Specialized hardware accelerators are abundantly available today including NPUs found in consumer laptops with AMD Ryzen™ AI CPUs. The NPU of AMD Ryzen™ AI devices includes an AI Engine array comprised of a set of VLIW vector processors, data movement accelerators (DMAs) and adaptable interconnect. By providing convenient software tool flows to program these devices, enthusiasts are enabled to productively harness the full capabilities of these powerful NPUs. IRON is a close-to-metal open-source toolkit enabling performance engineers to build fast and efficient, often specialized, designs through a set of Python language bindings around the mlir-aie dialect. The presentation will provide insights into the AI Engine compute and data movement capabilities supported in our tool flow. The speakers will demonstrate performance optimizations of increasingly complex designs by leveraging the unique architectural features of AI Engines.
Bio:
Kristof Denolf is a Fellow in AMD's Research and Advanced Development group where he is working on energy-efficient computer vision and video processing applications to shape future AMD devices. He earned an M.Eng. in electronics from the Katholieke Hogeschool Brugge-Oostende (1998), now part of KULeuven, an M.Sc. in electronic system design from Leeds Beckett University (2000), and a Ph.D. from the Technical University Eindhoven (2007). He has over 25 years of combined research and industry experience at IMEC, Philips, Barco, Apple, Xilinx, and AMD. His main research interests are all aspects of the cost-efficient and dataflow-oriented design of video, vision, and graphics systems.

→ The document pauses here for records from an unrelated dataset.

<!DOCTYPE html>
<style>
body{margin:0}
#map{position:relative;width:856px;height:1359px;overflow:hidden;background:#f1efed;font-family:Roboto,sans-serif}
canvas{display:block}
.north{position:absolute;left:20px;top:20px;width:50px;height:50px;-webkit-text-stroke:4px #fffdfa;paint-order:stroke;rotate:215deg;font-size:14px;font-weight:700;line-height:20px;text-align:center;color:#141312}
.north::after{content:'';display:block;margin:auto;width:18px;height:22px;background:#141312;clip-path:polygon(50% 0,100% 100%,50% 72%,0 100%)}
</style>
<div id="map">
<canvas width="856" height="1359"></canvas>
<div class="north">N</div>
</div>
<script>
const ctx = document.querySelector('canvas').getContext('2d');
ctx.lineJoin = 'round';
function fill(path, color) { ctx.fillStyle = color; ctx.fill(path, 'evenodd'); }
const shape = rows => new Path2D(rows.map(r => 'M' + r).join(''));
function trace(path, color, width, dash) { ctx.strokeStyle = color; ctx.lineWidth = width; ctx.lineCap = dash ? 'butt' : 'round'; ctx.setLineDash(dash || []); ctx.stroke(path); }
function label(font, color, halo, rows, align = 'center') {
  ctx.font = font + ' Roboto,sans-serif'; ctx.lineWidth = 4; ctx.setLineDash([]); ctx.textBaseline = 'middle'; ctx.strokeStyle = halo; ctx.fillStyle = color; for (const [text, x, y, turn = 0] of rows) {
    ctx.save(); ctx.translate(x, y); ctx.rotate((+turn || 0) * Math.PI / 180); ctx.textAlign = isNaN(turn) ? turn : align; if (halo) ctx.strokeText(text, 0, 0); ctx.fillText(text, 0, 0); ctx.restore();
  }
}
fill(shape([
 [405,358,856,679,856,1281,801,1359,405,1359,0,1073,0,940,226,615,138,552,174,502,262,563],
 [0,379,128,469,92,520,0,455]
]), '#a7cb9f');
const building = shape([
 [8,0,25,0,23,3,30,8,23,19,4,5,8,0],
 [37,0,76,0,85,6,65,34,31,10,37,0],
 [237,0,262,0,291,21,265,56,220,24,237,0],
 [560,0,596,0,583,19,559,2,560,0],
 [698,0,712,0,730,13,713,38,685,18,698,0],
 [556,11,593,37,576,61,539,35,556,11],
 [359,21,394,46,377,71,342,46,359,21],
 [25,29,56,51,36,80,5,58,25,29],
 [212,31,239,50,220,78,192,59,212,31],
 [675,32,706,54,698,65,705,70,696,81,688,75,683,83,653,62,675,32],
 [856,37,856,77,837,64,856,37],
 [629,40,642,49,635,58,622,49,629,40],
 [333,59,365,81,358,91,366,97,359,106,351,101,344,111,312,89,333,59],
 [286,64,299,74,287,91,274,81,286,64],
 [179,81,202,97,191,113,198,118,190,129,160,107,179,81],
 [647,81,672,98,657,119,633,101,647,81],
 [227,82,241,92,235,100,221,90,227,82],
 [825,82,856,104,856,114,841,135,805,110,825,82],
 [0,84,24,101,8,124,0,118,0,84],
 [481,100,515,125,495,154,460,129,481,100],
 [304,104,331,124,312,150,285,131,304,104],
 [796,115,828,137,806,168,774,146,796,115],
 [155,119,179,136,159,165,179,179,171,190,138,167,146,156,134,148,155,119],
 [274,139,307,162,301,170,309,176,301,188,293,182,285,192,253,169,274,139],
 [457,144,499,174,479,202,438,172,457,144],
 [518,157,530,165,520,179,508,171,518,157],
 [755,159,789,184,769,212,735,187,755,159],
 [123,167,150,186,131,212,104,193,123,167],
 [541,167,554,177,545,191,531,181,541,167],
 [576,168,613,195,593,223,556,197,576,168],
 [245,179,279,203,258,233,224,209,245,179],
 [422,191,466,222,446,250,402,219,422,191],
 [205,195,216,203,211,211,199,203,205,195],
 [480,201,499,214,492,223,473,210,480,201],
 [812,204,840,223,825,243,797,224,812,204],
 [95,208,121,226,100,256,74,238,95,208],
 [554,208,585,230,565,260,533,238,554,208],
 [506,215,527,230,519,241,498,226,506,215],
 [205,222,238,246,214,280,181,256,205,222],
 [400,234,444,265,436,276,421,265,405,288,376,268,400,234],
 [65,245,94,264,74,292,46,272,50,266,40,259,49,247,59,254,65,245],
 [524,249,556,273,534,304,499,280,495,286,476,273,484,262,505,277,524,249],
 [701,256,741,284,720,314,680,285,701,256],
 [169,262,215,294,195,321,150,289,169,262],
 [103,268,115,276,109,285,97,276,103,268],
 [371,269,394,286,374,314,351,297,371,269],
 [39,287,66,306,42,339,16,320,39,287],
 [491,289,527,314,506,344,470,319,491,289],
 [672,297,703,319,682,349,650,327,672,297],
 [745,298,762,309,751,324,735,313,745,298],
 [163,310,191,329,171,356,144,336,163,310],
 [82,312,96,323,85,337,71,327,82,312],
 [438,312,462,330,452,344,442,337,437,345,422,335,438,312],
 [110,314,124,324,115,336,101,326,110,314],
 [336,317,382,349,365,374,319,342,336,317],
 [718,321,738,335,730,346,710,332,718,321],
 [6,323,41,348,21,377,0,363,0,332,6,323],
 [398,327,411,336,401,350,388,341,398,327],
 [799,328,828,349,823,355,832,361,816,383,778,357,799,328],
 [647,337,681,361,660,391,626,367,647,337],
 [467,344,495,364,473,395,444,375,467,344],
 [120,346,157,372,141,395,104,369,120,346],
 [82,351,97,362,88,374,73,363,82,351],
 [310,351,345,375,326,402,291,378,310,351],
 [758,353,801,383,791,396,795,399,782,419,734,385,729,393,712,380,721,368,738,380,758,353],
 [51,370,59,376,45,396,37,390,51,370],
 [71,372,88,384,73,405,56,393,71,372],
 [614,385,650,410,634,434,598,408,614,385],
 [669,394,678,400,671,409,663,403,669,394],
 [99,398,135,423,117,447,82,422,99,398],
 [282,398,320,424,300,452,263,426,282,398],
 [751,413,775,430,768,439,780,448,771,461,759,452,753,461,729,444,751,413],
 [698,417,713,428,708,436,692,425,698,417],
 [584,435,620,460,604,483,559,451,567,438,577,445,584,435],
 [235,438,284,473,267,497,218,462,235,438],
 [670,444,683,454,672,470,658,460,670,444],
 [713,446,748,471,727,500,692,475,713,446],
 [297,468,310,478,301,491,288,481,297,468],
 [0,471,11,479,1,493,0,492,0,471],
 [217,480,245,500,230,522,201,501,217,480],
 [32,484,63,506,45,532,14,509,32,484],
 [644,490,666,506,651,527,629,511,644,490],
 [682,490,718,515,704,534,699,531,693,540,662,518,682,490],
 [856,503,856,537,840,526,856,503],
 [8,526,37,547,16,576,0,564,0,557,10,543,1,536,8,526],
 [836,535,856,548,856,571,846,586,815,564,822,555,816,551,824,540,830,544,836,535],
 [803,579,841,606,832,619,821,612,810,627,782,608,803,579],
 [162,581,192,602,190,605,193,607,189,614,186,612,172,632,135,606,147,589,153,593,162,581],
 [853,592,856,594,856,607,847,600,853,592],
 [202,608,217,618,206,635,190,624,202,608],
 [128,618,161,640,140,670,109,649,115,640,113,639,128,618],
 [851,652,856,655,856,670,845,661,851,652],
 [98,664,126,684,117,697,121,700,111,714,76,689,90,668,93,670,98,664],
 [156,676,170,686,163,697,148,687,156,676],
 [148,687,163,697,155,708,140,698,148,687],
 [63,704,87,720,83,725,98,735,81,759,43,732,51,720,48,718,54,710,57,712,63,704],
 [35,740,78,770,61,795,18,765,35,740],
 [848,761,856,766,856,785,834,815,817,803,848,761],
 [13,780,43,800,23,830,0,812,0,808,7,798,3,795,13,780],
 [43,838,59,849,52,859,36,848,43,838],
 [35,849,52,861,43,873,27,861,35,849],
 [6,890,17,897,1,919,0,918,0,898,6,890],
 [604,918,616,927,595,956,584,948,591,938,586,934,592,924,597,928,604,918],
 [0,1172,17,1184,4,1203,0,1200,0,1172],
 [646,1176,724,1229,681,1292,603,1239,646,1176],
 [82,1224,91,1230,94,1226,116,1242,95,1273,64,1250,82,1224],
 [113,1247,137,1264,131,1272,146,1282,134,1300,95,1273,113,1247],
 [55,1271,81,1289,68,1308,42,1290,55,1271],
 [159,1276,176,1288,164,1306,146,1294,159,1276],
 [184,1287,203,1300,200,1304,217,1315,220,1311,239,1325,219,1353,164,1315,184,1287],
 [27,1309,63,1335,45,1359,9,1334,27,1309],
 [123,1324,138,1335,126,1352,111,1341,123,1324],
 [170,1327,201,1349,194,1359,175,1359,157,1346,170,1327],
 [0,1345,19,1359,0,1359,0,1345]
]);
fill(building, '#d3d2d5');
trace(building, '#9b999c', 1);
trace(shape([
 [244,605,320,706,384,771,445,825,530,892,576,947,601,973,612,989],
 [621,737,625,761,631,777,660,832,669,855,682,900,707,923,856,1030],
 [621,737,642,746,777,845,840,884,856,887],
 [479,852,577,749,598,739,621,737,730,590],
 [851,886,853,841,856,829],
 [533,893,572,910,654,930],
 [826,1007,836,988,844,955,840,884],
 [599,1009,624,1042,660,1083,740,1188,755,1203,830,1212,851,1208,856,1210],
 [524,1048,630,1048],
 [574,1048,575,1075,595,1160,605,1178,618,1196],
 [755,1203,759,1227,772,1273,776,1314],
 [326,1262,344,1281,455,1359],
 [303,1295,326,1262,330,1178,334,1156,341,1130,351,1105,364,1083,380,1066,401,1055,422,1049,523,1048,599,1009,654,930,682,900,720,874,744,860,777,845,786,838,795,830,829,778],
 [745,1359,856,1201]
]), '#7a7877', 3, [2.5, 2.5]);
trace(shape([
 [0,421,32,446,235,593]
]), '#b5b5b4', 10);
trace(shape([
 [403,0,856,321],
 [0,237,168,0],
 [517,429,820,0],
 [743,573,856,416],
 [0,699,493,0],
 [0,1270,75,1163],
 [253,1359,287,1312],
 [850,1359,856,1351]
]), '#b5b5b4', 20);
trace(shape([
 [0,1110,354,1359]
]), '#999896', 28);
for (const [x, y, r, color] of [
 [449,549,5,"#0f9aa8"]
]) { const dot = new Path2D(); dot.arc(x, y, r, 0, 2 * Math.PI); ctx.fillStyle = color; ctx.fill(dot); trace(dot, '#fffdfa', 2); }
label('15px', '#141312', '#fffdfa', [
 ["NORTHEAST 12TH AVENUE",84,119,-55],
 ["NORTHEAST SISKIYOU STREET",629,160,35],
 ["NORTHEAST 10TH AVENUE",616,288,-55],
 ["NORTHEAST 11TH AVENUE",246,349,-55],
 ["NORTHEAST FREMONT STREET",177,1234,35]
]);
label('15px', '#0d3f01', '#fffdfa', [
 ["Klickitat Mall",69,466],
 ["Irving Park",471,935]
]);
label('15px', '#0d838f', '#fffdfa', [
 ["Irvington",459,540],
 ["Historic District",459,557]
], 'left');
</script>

Joseph Melber is a Senior Member of Technical Staff in AMD’s Research and Advanced Development group. At AMD, he is working on hardware architectures and compiler technologies for current and future AMD devices. He received a BS in electrical engineering from the University Buffalo, as well as MS and PhD degrees from the electrical and computer engineering department at Carnegie Mellon University. His research interests include runtime systems, compiler abstractions for data movement, and hardware prototypes for future adaptive heterogeneous computing architectures.